Records shown:
..............................

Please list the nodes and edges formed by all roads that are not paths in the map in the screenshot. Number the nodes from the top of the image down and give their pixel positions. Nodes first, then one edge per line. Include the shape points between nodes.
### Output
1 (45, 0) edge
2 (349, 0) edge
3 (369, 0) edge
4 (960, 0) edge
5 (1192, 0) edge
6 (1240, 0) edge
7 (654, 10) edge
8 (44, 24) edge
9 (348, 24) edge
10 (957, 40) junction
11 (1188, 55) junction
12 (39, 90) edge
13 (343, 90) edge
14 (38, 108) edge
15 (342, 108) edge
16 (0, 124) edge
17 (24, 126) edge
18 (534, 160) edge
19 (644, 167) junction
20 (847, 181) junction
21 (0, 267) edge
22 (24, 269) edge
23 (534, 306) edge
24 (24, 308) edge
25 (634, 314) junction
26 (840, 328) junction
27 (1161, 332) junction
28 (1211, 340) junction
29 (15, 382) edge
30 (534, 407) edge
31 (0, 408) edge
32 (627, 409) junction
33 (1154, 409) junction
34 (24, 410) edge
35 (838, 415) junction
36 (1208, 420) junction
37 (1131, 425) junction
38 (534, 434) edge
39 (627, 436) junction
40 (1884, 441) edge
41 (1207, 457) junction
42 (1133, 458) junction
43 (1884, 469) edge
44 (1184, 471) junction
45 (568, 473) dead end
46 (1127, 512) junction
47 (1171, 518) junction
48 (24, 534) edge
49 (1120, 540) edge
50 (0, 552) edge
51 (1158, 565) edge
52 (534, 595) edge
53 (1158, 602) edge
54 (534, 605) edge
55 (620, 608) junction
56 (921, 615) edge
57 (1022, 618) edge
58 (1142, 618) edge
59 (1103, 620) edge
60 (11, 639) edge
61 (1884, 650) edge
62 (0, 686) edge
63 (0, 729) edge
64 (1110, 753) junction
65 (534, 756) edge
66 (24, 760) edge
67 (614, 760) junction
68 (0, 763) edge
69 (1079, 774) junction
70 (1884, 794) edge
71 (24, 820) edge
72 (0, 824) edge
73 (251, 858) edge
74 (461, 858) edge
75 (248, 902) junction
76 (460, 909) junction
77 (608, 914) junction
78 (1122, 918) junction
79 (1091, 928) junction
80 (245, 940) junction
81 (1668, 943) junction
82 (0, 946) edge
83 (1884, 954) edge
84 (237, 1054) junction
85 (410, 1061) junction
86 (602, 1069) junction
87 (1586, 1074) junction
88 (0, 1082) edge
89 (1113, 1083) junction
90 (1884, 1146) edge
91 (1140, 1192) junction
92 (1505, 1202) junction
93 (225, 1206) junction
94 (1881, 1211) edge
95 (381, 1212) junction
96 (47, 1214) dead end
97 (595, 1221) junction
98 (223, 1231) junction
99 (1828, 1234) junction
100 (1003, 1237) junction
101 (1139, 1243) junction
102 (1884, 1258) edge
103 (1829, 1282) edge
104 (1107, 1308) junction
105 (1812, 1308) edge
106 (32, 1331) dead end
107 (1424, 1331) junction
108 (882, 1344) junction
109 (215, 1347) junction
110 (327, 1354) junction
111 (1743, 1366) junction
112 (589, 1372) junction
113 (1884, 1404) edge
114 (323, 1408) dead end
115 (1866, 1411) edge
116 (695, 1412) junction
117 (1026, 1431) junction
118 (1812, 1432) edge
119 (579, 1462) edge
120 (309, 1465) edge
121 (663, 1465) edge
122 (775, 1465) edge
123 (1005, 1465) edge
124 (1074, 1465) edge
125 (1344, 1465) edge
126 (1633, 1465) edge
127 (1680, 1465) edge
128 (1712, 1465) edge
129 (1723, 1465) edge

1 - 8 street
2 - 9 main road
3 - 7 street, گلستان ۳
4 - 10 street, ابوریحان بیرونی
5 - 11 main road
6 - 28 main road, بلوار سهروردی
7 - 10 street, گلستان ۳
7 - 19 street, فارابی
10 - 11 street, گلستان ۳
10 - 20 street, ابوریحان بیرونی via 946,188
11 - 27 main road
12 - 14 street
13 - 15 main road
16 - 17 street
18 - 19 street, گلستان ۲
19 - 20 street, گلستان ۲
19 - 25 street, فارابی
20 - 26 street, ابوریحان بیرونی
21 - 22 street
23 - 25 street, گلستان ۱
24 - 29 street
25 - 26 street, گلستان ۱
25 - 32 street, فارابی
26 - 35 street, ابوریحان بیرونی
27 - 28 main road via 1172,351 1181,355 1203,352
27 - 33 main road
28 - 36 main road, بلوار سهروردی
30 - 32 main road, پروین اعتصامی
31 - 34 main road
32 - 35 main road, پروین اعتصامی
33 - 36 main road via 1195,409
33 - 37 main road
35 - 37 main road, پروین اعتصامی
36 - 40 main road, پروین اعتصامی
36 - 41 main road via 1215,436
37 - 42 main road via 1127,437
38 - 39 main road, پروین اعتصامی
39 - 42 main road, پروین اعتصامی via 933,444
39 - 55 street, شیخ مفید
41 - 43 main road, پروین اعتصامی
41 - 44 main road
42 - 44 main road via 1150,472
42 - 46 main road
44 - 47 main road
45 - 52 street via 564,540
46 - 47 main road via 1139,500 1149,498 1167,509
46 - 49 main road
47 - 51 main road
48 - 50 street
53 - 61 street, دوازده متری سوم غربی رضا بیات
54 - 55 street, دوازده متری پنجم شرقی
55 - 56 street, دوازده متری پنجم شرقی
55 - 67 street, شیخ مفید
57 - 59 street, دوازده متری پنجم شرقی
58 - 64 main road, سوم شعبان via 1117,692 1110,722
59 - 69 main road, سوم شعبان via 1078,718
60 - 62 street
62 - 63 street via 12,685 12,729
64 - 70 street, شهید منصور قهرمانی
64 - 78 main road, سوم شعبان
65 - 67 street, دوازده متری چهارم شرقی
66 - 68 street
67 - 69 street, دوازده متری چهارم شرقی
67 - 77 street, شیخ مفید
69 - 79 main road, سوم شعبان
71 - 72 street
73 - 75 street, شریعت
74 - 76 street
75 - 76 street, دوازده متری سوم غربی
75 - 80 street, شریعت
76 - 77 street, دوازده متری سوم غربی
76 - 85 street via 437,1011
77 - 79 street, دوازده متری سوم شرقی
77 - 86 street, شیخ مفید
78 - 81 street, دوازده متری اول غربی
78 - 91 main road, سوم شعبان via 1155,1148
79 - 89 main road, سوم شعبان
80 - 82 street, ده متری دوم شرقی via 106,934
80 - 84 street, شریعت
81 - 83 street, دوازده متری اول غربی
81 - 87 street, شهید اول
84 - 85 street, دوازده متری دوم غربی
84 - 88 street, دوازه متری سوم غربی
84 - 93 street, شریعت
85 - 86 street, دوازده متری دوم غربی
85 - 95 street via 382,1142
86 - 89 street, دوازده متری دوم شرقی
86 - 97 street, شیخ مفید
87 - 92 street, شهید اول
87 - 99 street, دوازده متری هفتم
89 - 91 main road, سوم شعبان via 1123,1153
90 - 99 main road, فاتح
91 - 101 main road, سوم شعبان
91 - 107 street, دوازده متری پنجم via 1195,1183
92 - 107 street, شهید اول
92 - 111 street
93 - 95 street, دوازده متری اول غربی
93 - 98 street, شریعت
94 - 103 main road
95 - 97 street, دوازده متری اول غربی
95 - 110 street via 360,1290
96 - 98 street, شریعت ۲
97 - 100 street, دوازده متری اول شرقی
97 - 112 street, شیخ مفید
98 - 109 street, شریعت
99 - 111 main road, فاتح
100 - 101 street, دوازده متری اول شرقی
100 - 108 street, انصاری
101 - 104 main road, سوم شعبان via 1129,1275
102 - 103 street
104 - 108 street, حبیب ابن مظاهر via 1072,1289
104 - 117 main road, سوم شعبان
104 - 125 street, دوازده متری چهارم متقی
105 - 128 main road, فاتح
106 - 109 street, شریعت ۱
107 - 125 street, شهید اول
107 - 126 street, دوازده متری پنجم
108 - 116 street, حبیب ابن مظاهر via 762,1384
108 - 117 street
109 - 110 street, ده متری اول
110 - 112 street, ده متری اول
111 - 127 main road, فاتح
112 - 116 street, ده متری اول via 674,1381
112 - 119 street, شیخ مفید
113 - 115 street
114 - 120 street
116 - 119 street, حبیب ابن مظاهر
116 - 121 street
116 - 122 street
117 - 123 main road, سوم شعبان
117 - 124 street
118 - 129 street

..............................

Exercise prompt: Reproduce each line of the entries in which the word "شعبان" is found.

Answer for the task:
58 - 64 main road, سوم شعبان via 1117,692 1110,722
59 - 69 main road, سوم شعبان via 1078,718
64 - 78 main road, سوم شعبان
69 - 79 main road, سوم شعبان
78 - 91 main road, سوم شعبان via 1155,1148
79 - 89 main road, سوم شعبان
89 - 91 main road, سوم شعبان via 1123,1153
91 - 101 main road, سوم شعبان
101 - 104 main road, سوم شعبان via 1129,1275
104 - 117 main road, سوم شعبان
117 - 123 main road, سوم شعبان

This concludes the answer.